The question: Should microplex flatten this to single records or directly model the hierarchy?

Approach 1: Flattening#

The Idea#

Represent each person as a row with household/tax unit variables copied:

person_id | age | household_income | tax_unit_income | region
----------|-----|------------------|-----------------|--------
1         | 42  | 120000          | 100000          | CA
2         | 40  | 120000          | 100000          | CA
3         | 8   | 120000          | 100000          | CA
4         | 22  | 120000          | 20000           | CA

Implementation#

Current microplex already supports this:

from microplex import Synthesizer

# Flatten CPS to person-level
flattened = []
for household in cps_households:
    for person in household.members:
        flattened.append({
            # Person-level
            "age": person.age,
            "earnings": person.earnings,
            "education": person.education,

            # Copied from household
            "household_income": household.income,
            "household_size": len(household.members),
            "region": household.region,

            # Copied from tax unit
            "tax_unit_income": person.tax_unit.income,
            "filing_status": person.tax_unit.filing_status,
        })

# Synthesize
synth = Synthesizer(
    target_vars=["earnings", "household_income", "tax_unit_income"],
    condition_vars=["age", "education", "region"],
)
synth.fit(pd.DataFrame(flattened))

Pros#

  1. Simple: Works with existing microplex API

  2. No structural constraints: Just learn conditional distributions

  3. Proven: This is how most survey microdata is released (PUMS, CPS)

  4. Fast: Single model, no hierarchical sampling

Cons#

  1. Loses within-household correlations: Can’t ensure spouse ages are realistic

  2. No consistency enforcement: Can generate different household_income for same household

  3. Inefficient: Copies household-level variables N times (storage + memory)

  4. Can’t enforce aggregation: Tax unit incomes might not sum to household income

Approach 2: Hierarchical Synthesis#

2a.
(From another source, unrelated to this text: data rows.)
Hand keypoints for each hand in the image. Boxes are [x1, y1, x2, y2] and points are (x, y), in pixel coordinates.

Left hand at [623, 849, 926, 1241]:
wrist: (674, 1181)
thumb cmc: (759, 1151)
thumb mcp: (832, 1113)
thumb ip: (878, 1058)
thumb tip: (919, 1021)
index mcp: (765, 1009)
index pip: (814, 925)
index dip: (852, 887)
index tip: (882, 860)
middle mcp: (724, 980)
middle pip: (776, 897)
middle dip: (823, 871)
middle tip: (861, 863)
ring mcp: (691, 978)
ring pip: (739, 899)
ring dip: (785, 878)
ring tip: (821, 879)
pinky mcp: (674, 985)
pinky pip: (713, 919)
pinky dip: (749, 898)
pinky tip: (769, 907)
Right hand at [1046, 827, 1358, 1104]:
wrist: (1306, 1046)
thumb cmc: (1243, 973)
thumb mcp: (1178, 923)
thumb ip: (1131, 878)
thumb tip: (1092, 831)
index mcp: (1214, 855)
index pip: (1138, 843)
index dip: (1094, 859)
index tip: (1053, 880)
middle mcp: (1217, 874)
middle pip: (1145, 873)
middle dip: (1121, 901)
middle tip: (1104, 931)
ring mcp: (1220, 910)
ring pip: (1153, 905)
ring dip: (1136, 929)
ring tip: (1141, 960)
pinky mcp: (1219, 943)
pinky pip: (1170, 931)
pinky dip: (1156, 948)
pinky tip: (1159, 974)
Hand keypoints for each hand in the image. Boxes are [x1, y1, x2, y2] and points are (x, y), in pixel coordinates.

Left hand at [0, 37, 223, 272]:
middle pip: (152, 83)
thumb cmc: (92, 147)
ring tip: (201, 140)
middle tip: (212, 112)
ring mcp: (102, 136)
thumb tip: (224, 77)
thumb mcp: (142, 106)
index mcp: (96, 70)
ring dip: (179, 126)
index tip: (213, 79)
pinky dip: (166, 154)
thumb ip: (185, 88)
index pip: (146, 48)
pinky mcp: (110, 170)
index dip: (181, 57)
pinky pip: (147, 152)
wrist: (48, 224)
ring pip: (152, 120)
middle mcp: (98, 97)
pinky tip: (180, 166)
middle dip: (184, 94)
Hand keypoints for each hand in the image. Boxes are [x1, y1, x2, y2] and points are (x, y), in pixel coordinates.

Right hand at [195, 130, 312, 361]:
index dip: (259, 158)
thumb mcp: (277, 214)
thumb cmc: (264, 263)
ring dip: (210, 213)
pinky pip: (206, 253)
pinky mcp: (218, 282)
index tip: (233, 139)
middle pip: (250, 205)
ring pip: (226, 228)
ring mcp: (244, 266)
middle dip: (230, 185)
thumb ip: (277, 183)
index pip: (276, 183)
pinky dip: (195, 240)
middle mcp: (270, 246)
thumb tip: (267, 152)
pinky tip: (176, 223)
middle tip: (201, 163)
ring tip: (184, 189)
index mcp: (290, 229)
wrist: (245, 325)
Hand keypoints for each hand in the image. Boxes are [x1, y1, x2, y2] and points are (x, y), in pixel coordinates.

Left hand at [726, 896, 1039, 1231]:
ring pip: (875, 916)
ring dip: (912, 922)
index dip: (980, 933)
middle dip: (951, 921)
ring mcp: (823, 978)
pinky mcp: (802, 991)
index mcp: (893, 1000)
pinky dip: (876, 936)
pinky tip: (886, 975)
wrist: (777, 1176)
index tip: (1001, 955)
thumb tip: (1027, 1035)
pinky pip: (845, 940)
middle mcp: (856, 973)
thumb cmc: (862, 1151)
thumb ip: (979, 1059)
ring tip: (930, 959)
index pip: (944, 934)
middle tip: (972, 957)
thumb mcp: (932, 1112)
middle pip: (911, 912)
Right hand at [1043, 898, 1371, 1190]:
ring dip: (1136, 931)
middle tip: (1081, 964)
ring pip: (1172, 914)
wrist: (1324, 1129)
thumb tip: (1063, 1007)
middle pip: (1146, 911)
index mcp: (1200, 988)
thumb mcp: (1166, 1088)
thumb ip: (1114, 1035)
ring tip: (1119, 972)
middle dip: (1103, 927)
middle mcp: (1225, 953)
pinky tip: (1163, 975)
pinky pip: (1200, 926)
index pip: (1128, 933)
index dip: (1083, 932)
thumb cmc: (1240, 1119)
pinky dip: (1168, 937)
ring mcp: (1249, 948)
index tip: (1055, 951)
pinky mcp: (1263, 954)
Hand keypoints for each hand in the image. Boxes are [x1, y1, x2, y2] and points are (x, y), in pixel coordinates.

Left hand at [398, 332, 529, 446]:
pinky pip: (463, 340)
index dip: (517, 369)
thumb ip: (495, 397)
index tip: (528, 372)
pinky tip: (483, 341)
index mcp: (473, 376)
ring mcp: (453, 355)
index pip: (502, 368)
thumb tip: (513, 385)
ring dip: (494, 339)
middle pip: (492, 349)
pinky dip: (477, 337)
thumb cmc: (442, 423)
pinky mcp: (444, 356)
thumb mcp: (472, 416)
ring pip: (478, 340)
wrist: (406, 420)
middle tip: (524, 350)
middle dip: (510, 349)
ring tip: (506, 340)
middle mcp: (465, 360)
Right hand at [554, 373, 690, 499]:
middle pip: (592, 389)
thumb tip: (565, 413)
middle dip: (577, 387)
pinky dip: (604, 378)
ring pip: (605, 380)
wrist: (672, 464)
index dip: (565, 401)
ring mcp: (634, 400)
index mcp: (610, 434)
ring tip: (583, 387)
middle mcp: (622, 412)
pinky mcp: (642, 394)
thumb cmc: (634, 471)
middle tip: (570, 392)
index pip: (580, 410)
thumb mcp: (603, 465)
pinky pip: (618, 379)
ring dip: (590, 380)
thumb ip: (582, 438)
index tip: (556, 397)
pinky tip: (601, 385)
Top-Down Sequential Sampling#

Generate in order: household → tax units → persons

# Pseudocode
class HierarchicalSynthesizer:
    def __init__(self):
        # Three separate models
        self.household_model = Synthesizer(
            target_vars=["household_income", "n_tax_units"],
            condition_vars=["region", "year"],
        )
        self.tax_unit_model = Synthesizer(
            target_vars=["tax_unit_income", "filing_status", "n_persons"],
            condition_vars=["household_income", "region"],
        )
        self.person_model = Synthesizer(
            target_vars=["age", "earnings", "education"],
            condition_vars=["tax_unit_income", "filing_status"],
        )

    def generate(self, n_households):
        # 1. Sample households
        households = self.household_model.generate(n_households)

        # 2. For each household, sample tax units
        tax_units = []
        for hh in households:
            n_tu = int(hh["n_tax_units"])
            tu = self.tax_unit_model.generate(
                conditions=pd.DataFrame([hh] * n_tu)
            )
            tax_units.append(tu)

        # 3. For each tax unit, sample persons
        persons = []
        for tu in tax_units:
            n_persons = int(tu["n_persons"])
            p = self.person_model.generate(
                conditions=pd.DataFrame([tu] * n_persons)
            )
            persons.append(p)

        return households, tax_units, persons

Pros:

  • Natural modeling of causality (household determines tax units, etc.)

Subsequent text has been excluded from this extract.